As a part of documenting our learning during the development project, a few incremental blog posts about the paths we took as we developed the computer vision and neural network parts of the software were made. These story blurbs can be navigated to from the right-hand side page menu. Like the the project, these blurbs are divided into Neural Network, Vision Suite, and Framework groupings.

Final Project Implementation Details

Framework

Master Script: neato_soccer.py

Our simple two-state FSM tracks the current state a class function object. This allows us to call that state attribute as a function during the main loop to run the state specific state behaviours. The class also behaves as a wrapper for a ROS node. The node publishes robot commands (Twist msg) to /cmd_vel and subscribes to /camera/image_raw and /bump for the image and bump sensor messages, respectively. The camera topic callback simply saves the current image as an attribute for later use. The bump sensor call back is used to detect crashes and ends the node and robot motion if a bump is detected.

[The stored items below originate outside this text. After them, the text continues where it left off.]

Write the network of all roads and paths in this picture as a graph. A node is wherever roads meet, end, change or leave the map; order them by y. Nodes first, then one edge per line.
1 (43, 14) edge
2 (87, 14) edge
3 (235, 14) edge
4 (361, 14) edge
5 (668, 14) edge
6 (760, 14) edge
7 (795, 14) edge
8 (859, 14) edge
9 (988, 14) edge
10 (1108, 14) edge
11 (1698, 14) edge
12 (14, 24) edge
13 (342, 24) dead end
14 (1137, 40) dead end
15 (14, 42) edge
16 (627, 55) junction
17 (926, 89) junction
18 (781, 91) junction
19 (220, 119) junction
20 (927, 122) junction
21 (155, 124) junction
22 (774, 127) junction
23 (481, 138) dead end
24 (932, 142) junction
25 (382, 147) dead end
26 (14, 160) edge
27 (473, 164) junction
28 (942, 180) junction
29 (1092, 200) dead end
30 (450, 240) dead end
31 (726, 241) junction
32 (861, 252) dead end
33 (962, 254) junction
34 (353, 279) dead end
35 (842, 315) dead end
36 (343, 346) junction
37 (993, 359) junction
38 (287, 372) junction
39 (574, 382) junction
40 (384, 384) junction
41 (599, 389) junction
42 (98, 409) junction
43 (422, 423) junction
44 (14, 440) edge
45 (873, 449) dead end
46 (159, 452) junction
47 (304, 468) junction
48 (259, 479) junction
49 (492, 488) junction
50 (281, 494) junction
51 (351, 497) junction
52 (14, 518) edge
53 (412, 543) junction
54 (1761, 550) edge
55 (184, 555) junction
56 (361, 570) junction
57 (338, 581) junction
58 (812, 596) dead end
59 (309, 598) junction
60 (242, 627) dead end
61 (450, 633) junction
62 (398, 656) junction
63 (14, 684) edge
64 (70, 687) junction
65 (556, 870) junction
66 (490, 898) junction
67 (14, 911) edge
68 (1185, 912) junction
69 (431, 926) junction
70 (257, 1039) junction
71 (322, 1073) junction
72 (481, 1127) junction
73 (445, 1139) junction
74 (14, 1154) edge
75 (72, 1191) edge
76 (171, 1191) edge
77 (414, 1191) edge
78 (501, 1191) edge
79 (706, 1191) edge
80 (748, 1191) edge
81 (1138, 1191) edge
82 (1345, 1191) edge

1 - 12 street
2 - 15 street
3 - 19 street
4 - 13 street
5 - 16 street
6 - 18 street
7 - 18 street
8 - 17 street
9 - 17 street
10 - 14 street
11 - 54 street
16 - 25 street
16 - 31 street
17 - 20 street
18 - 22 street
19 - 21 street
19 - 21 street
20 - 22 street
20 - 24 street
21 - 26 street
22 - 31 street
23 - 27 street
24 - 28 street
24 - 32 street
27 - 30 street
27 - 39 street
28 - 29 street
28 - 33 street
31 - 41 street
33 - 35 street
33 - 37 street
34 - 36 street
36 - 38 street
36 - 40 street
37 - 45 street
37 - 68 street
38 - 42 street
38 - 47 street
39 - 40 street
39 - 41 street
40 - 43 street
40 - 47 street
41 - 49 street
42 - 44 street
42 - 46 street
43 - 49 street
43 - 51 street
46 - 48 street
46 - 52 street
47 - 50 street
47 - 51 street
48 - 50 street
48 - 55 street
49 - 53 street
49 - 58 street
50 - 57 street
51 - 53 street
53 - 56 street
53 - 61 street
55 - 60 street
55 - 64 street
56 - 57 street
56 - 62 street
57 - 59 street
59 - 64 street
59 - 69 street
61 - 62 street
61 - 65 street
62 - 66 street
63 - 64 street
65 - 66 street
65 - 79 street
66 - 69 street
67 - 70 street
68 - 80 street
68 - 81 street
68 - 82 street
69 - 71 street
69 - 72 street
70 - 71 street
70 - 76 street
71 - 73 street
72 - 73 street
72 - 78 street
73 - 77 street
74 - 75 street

state machine flow diagram

Two states were implemented. DetermineBall calls the pretrained neural network to determine if there is or is not a ball within frame. If the ball is in frame, the state transitions to the alignNeato state. If no ball is found, the Neato rotates until a ball is in frame. In the alignNeato state, one of the vision suite implementations is called to locate the size and location of the ball in the image. Currently manual commenting and un-commenting is used to chose which implementation is called. If the center of the ball is within 20 pixels of the center of the frame, the state machine drives forward to kick or dribble the soccer ball. If the ball is not centered, a proportional control is used to rotate the robot and a Guassian function is used to slowly move the robot forward. The latter was included to allow for smoother dribbling of the soccer ball.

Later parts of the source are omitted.